Counseling and Unearthing the Past
Counseling can be a very difficult process. Often underneath seemingly superficial squabbles lies year of pent-up anger and pain. It’s never easy to unearth these feelings and couples can have a difficult time dealing with the weight and complexity of these issues. Such was the case with Frank and Sharon. Frank refused to divorce Sharon and Sharon wanted a separation or divorce to be a mutual decision. She hoped things would get better but was prepared for the worst. She felt, in her words:
We had enough dissent in our relationship. Ever since we started, it seems like we’ve been arguing. When we first met, we got in an argument. Can you believe that? I just wanted this last phase to have some peace, if humanly possible.
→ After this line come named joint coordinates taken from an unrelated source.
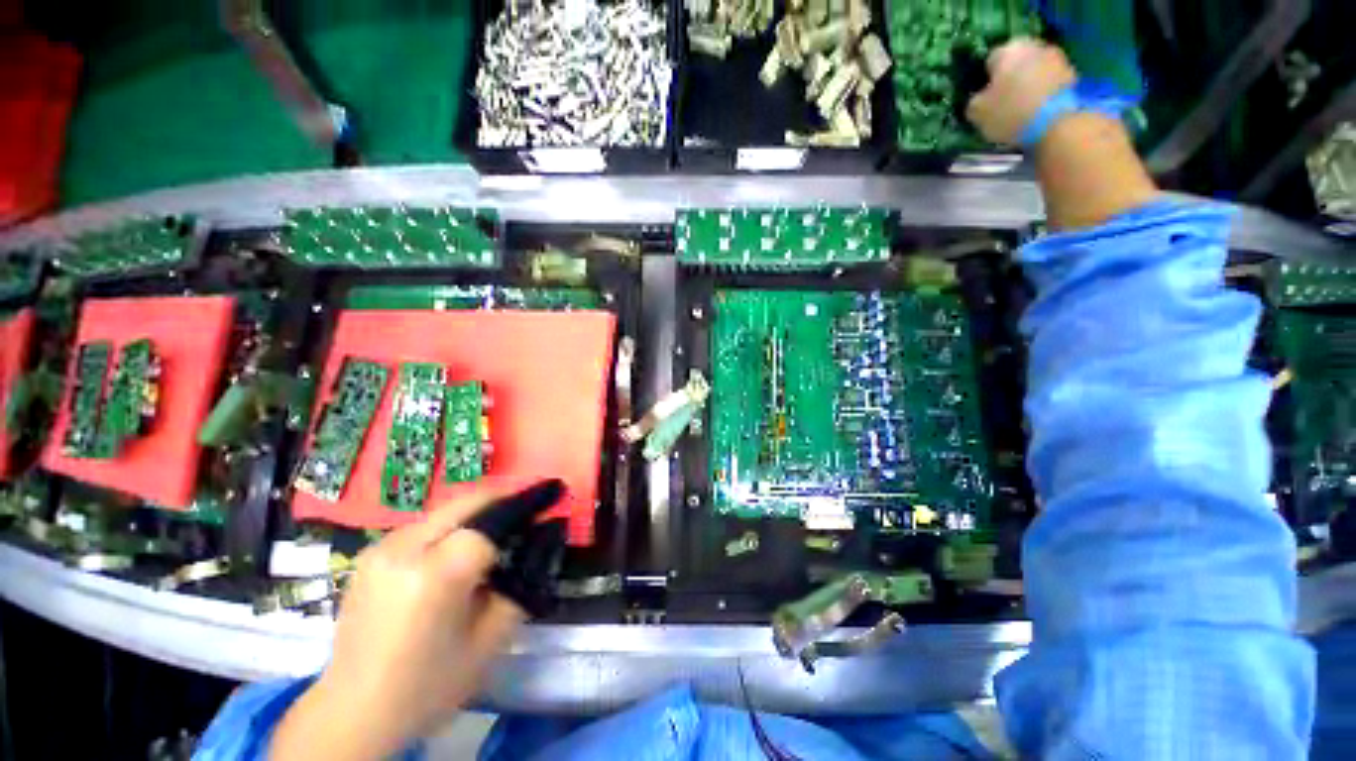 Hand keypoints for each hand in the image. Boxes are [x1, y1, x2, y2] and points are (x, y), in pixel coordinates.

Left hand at [271, 489, 526, 759]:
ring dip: (480, 510)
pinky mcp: (372, 553)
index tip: (548, 504)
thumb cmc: (428, 685)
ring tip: (502, 526)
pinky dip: (455, 524)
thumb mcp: (490, 640)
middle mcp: (404, 550)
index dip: (523, 511)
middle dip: (505, 497)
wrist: (353, 712)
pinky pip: (427, 524)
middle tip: (533, 503)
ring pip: (447, 509)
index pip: (491, 523)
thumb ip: (521, 584)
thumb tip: (544, 538)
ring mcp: (382, 548)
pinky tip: (463, 545)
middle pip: (468, 502)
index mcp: (434, 576)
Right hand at [965, 38, 1076, 145]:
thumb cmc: (1009, 112)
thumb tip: (980, 99)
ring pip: (1034, 69)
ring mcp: (1055, 58)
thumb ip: (975, 101)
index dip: (986, 78)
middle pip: (1016, 62)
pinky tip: (1037, 109)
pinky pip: (1049, 81)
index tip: (985, 96)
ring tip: (1021, 107)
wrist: (1055, 123)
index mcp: (1007, 51)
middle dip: (1010, 77)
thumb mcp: (977, 112)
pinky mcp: (1071, 74)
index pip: (990, 60)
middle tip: (1003, 100)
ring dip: (1028, 83)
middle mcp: (1032, 46)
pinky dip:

Through couples counseling, Frank had revealed that there was abuse in his past. A fact that he had concealed from Sharon during the entirety of their marriage. Sharon was shocked. Frank himself had trouble accepting his own truth:
I knew it had happened. I just didn’t talk about it. It seems like the more you don’t talk about it, the more likely it is to go away. But that’s just not true. It seems like it gets bigger. I realize what had happened to me has caused our marriage a lot of the problems. It’s kept me a half person. I’m ready to be whole now. I’m ready to be a better husband now.
The two began relating on a whole different level, able to communicate without bickering for the first time in years. Frank pursued individual counseling and really felt he was becoming a “whole new man.” Sharon stopped talking about divorce and slowly started making plans with Frank, for a shared future together.